Built or Blight explores Merrill’s vulnerable structures
To a significant degree, Merrill’s history, character and identity is tied to its “built environment” — the buildings and structures defining the Lincoln County community carved from a wooded wilderness. How is Merrill’s built environment valued? Who decides what stands and what meets the backhoe, and how?
“Built or Blight: Revitalizing & Developing Merrill’s Buildings & Housing” is the next program of the Building Merrill Together initiative, beginning at 1 p.m. on Sunday, March 19, in T.B. Scott Free Library’s Community Room.
Following a presentation moderated by John Greenwood of WIPPS, the audience is invited to discuss all aspects of this topic, including the city’s role in maintaining Merrill’s residential and commercial buildings, the relative emphasis on historical preservation versus new development, how prospective developers are encouraged, supported, and respected, and the process of removing buildings determined to have no future.
Presenters will include David Johnson, City Administrator of the City of Merrill, Merrill Zoning & Building Inspector Darin Pagel, and contractor Mark Raymer of rural Merrill.
Johnson will give a Powerpoint presentation of how the city of Merrill approaches the issue of blight, why it’s detrimental, and what the city is doing about it. His experience includes city administrator, county administrator and utility director positions. Johnson holds degrees from the University of Wisconsin, Purdue University and Indiana University.
Pagel has an up-close and personal involvement with Merrill’s built environment in his inspector’s role. He has a background in architecture and design, has been involved with the City of Merrill since 1991, and is a Wisconsin Certified Inspector in numerous categories for residential and commercial construction.
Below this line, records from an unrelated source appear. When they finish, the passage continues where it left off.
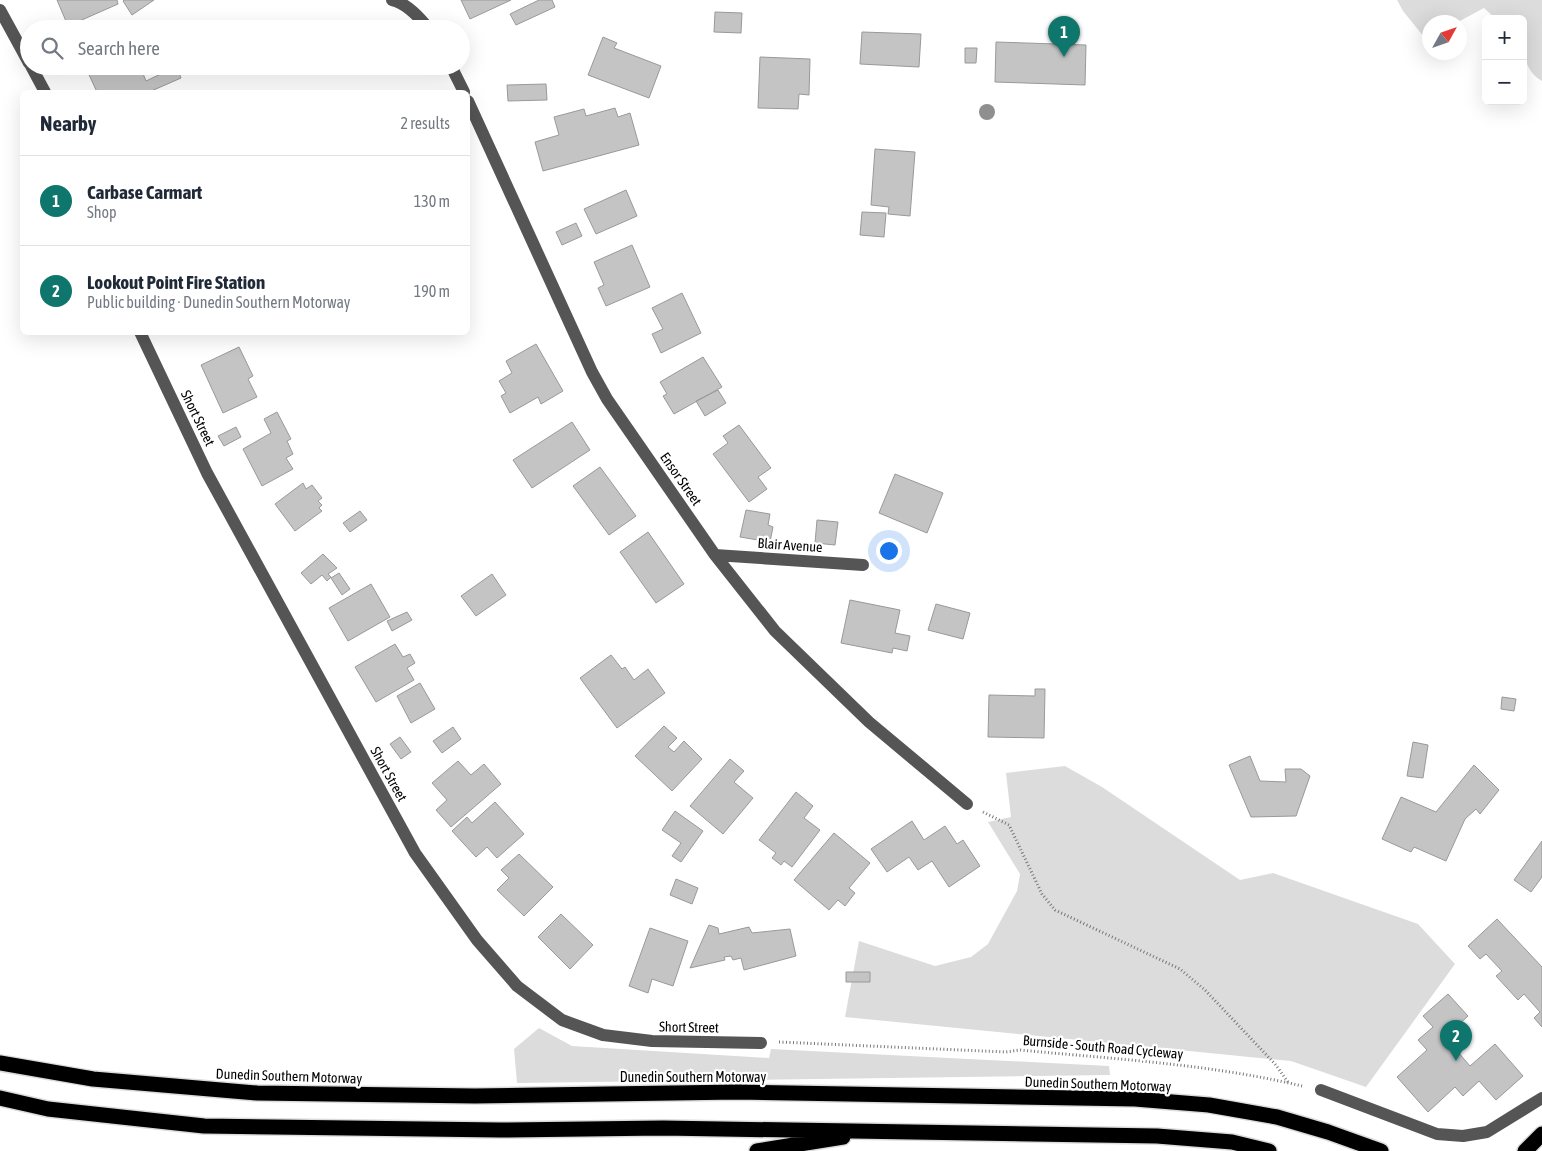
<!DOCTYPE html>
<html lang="en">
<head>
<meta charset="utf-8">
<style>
  body { margin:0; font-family:"Asap Condensed",sans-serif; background:#f2f2f3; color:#1f2937 }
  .controls { position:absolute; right:15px; top:15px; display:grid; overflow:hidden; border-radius:8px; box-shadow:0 5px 20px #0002 }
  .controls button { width:45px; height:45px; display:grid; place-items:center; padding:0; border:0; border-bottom:1px solid #e0e1e3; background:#fff; color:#1f2937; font:25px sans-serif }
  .compass { position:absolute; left:1422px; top:15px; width:45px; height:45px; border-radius:50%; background:#fff; box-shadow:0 5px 20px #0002; rotate:50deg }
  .you { position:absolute; left:888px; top:550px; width:18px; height:18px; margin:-12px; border:4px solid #fff; border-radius:50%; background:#1a73e8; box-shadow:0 0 0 8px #1a73e833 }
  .badge { display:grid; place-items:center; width:32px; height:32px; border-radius:50%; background:#0f766e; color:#fff; font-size:16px; font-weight:700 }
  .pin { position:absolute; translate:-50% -41px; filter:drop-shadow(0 1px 2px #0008) }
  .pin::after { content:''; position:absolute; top:26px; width:18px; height:15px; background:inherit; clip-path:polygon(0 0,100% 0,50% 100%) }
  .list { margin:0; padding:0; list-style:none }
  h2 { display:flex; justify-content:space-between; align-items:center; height:65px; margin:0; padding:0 20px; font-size:21px }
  h2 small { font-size:16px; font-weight:400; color:#747a83 }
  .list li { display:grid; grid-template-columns:32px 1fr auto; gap:15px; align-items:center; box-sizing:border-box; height:90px; padding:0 20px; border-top:1px solid #e0e1e3 }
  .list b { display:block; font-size:19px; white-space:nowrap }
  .list p { margin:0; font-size:16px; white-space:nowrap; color:#747a83 }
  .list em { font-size:16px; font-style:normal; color:#747a83 }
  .icon { flex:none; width:28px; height:28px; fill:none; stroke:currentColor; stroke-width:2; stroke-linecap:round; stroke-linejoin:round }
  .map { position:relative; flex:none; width:1542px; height:1151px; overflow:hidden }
  .search { position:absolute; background:#fff; box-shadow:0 5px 20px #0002; left:20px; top:20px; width:450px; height:55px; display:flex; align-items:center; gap:12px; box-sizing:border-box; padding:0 18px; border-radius:28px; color:#747a83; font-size:19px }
  .panel { position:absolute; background:#fff; box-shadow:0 5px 20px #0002; left:20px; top:90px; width:450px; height:245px; border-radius:8px }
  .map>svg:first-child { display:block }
  .green { fill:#dcdcdc }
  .building { fill:#c4c4c4; stroke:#999 }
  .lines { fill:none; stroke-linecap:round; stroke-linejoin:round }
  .highway-casing { stroke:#dbdbdb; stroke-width:18 }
  .path { stroke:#777; stroke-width:3; stroke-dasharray:1 2.5; stroke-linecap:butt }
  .minor { stroke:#555; stroke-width:12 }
  .highway { stroke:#000; stroke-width:15 }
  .tree { fill:#8f8f8f }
  .labels { text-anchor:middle; stroke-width:4.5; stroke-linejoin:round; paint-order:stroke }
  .street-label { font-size:14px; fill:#000; stroke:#fff }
</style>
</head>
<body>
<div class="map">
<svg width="1542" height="1151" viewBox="0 0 1542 1151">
  <rect width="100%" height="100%" fill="#fff"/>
  <!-- green -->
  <path class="green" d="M 1397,0 L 1542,0 L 1542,81 C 1520,69 1523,41 1523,19 L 1496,19 L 1484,8 L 1458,22 L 1430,22 L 1429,36 L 1424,37 L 1403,11 Z
    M 1065,766 L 1102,787 L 1240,880 L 1273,873 L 1418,924 L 1455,964 L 1366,1087 L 1291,1061 L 845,1017 L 859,941 L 935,966 L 971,957 L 988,944 L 1017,891 L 1020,874 L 988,822 L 1011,817 L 1006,773 Z
    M 539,1028 L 572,1046 L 769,1058 L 771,1049 L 1109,1066 L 1110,1075 L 517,1083 L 514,1049 Z"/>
  <!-- building -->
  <path class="building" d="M 57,0 L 117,0 L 118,4 L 68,26 Z
    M 124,0 L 154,0 L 132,15 L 123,1 Z
    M 461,0 L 511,0 L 470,19 Z
    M 539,0 L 552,0 L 555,7 L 516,25 L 510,14 Z
    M 715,12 L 742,13 L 741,33 L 714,32 Z
    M 862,32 L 921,34 L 919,67 L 860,64 Z
    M 603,37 L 617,43 L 614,48 L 661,66 L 649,98 L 588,75 Z
    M 996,42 L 1086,45 L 1085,85 L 995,82 Z
    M 965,48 L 977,48 L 976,63 L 965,63 Z
    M 760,57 L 810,59 L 809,95 L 799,94 L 798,109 L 758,108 Z
    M 85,66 L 140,66 L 146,81 L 167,71 L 168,74 L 178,70 L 181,78 L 149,92 L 134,92 L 134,91 L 129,92 L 97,92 Z
    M 546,84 L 547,100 L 508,101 L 507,85 Z
    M 615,108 L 618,117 L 630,113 L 639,145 L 543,171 L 535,142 L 559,135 L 554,117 L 584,109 L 586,116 Z
    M 875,149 L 915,152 L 910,216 L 888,214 L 889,207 L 871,205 Z
    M 626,190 L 637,216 L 596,234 L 584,209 Z
    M 862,212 L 886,213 L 884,237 L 860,235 Z
    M 576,223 L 582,236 L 562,245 L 556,232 Z
    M 632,245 L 650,287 L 606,306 L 598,288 L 604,285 L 594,262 Z
    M 682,293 L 701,333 L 661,353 L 652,334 L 663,329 L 652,308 Z
    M 536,344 L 563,391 L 541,404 L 538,397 L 510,413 L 501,396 L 506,393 L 499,381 L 512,373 L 506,361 Z
    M 239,347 L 253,376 L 248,379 L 257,397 L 223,413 L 201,365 Z
    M 703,357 L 722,387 L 674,414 L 663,396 L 667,394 L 660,382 Z
    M 718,390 L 726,403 L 705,416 L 696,401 Z
    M 277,412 L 291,439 L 287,441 L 293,454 L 286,458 L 293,469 L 262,486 L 243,449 L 271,433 L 264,419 Z
    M 572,422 L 590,450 L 532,488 L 513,460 Z
    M 739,425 L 771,468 L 758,477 L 767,489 L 749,502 L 713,454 L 728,443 L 723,436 Z
    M 236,427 L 241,437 L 224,446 L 218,436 Z
    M 600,467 L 636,516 L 609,535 L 573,486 Z
    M 895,474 L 943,493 L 927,533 L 879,513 Z
    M 303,483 L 306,489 L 312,485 L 322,498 L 318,501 L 322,505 L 319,508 L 322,511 L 295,531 L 275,504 Z
    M 746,510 L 770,514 L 768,525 L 773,527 L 770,542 L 740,537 Z
    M 360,511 L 367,520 L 350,532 L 343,523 Z
    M 817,520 L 838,522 L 835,545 L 815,543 Z
    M 648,532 L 684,584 L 656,603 L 620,552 Z
    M 323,554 L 337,568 L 328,574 L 331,577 L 327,581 L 322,575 L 311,584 L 301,573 Z
    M 339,573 L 350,589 L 342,595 L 331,578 Z
    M 492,574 L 506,595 L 476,616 L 461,596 Z
    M 371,584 L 390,617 L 348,641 L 329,608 Z
    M 850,600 L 900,610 L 895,633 L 910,636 L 907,651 L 893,648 L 892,653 L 841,643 Z
    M 936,604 L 970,613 L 963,639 L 928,630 Z
    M 407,612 L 412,620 L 392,631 L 387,621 Z
    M 395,644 L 403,657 L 410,654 L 415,663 L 407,668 L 414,680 L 376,702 L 355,667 Z
    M 611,655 L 622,669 L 625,667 L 634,680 L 648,669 L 665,693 L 617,728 L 580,678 Z
    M 420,683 L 435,709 L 411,723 L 397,696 Z
    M 1035,689 L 1045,689 L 1044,738 L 988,737 L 989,695 L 1035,696 Z
    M 1502,697 L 1516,699 L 1514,711 L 1501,709 Z
    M 664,726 L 677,738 L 668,747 L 674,752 L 684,741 L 702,759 L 672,791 L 635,756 Z
    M 453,727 L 461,739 L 442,753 L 433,741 Z
    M 400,737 L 411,752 L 401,759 L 390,744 Z
    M 1413,742 L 1428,745 L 1423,778 L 1407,776 Z
    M 1250,756 L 1260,781 L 1286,782 L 1285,769 L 1301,769 L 1310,776 L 1296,816 L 1251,817 L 1229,765 Z
    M 730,759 L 744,771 L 734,782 L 753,798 L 723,834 L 690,806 Z
    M 458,761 L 471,775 L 484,764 L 501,784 L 451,827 L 436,810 L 447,800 L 432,783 Z
    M 1474,765 L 1499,790 L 1480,814 L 1476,809 L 1465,819 L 1446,861 L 1414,847 L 1411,852 L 1382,839 L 1401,797 L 1436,812 Z
    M 796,792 L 813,806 L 804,818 L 820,830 L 792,867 L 784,861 L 781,865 L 772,858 L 776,853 L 759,840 Z
    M 495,802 L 524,834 L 497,858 L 487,847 L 476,857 L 452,831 L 467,817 L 472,823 Z
    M 675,811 L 703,831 L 681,862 L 672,856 L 681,843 L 662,830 Z
    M 912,821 L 924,840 L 945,826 L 957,844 L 963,840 L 980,866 L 949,887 L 932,861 L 918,870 L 909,857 L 887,872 L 871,849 Z
    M 834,833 L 870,863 L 849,888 L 855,893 L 845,906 L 838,900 L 829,910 L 794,880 Z
    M 1542,841 L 1542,877 L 1531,892 L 1514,880 Z
    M 519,854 L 553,887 L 524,916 L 497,890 L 509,878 L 501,870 Z
    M 676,879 L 698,888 L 692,904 L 670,895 Z
    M 561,914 L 593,945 L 570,969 L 538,937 Z
    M 1497,919 L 1542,967 L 1542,1027 L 1534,1018 L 1540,1012 L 1524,994 L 1518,1000 L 1496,976 L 1502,971 L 1486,954 L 1480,959 L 1468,946 Z
    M 709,925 L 718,928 L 719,934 L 749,927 L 752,933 L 790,929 L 796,956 L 744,970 L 741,958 L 733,960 L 731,956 L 724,957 L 725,960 L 690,968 Z
    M 650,928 L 688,941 L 673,986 L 652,979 L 648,993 L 629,986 Z
    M 846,972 L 870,972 L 870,982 L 846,982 Z
    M 1448,994 L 1468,1016 L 1445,1037 L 1470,1066 L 1495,1044 L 1523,1076 L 1496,1100 L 1479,1081 L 1463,1096 L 1455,1087 L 1428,1112 L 1397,1077 L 1427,1050 L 1418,1040 L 1433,1027 L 1423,1016 Z"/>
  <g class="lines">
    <!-- highway casing -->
    <g class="highway-casing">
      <path id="highway" d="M 0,1063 L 93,1079 L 257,1093 L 475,1096 L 738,1092 L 1135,1099 L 1209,1105 L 1277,1117 L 1328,1132 L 1381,1151
        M 0,1098 L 48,1109 L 204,1126 L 500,1130 L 663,1128 L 1157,1136 L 1232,1142 L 1269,1151
        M 757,1151 L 843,1137
        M 1525,1151 L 1542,1134"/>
    </g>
    <!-- path -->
    <path class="path" d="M 983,812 L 1009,825 L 1042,894 L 1055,910 L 1180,969 L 1205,990 L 1275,1064 L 1288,1082
      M 779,1042 L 1006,1052 L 1020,1050 C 1114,1059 1210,1064 1302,1086"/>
    <!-- minor -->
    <path class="minor" d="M 392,0 C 407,3 420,18 429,29
      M 0,10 L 29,63
      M 31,66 L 45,92
      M 451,66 L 464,92
      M 468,101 L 592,372 L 607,399 L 715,555 L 775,631 L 869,722 L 967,804
      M 140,332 L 207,473 L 415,853 L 477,940 L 517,986 L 562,1020 L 603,1035 L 652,1041 L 761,1043
      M 715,555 L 863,565
      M 1321,1090 L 1437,1134 L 1463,1136 L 1487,1132 L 1542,1098"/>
    <!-- highway -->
    <use href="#highway" class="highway"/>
  </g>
  <!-- trees -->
  <circle class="tree" cx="987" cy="112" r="8"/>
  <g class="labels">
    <!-- street labels -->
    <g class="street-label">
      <text transform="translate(198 418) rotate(64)" y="5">Short Street</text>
      <text transform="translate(681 479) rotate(55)" y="5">Ensor Street</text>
      <text transform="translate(790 545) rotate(4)" y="5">Blair Avenue</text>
      <text transform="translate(389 774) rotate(61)" y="5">Short Street</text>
      <text transform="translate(689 1027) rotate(1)" y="5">Short Street</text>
      <text transform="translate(1103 1047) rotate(5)" y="5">Burnside - South Road Cycleway</text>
      <text transform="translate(289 1076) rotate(2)" y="5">Dunedin Southern Motorway</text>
      <text x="693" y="1082">Dunedin Southern Motorway</text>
      <text transform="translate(1098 1084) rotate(2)" y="5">Dunedin Southern Motorway</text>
    </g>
  </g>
</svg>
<div class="controls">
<button>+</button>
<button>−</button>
</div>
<svg class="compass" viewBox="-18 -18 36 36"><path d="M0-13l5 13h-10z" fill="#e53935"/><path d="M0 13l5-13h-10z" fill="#747a83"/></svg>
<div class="you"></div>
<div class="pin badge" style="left:1064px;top:57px">1</div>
<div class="pin badge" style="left:1456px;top:1061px">2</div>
<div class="search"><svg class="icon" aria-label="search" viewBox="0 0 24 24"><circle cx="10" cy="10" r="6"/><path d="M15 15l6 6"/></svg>Search here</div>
<section class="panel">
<h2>Nearby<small>2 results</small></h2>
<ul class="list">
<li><span class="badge">1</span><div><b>Carbase Carmart</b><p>Shop</p></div><em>130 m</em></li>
<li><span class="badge">2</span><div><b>Lookout Point Fire Station</b><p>Public building · Dunedin Southern Motorway</p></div><em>190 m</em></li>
</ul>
</section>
</div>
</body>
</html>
Raymer is a contractor and entrepreneur. Among his projects in the city, he recently restored a large commercial building on West Main Street.
Other developers and citizens passionate about the Merrill’s built environment have been invited to encourage a civil, open and meaningful discussion. This is your opportunity to express to city officials how you feel about the city’s buildings past, present and future.
Refreshments will be provided, with support from The Checkered Churn and First Street Coffee Station.
For those interested in continuing this conversation and planning future conversations, you’re invited to the next Concerned Citizens Group meeting at T.B. Scott Library on Thursday, March 23, from 9:30 to 11:30 a.m.
The Building Merrill Together initiative, co-supported by T.B. Scott Free Library, the Interactivity Foundation (IF), and the Wisconsin Institute for Public Policy & Service (WIPPS), aims to stir government, business, and the general public to positively change Merrill through information and discussion, and by creating an open and transparent environment for change.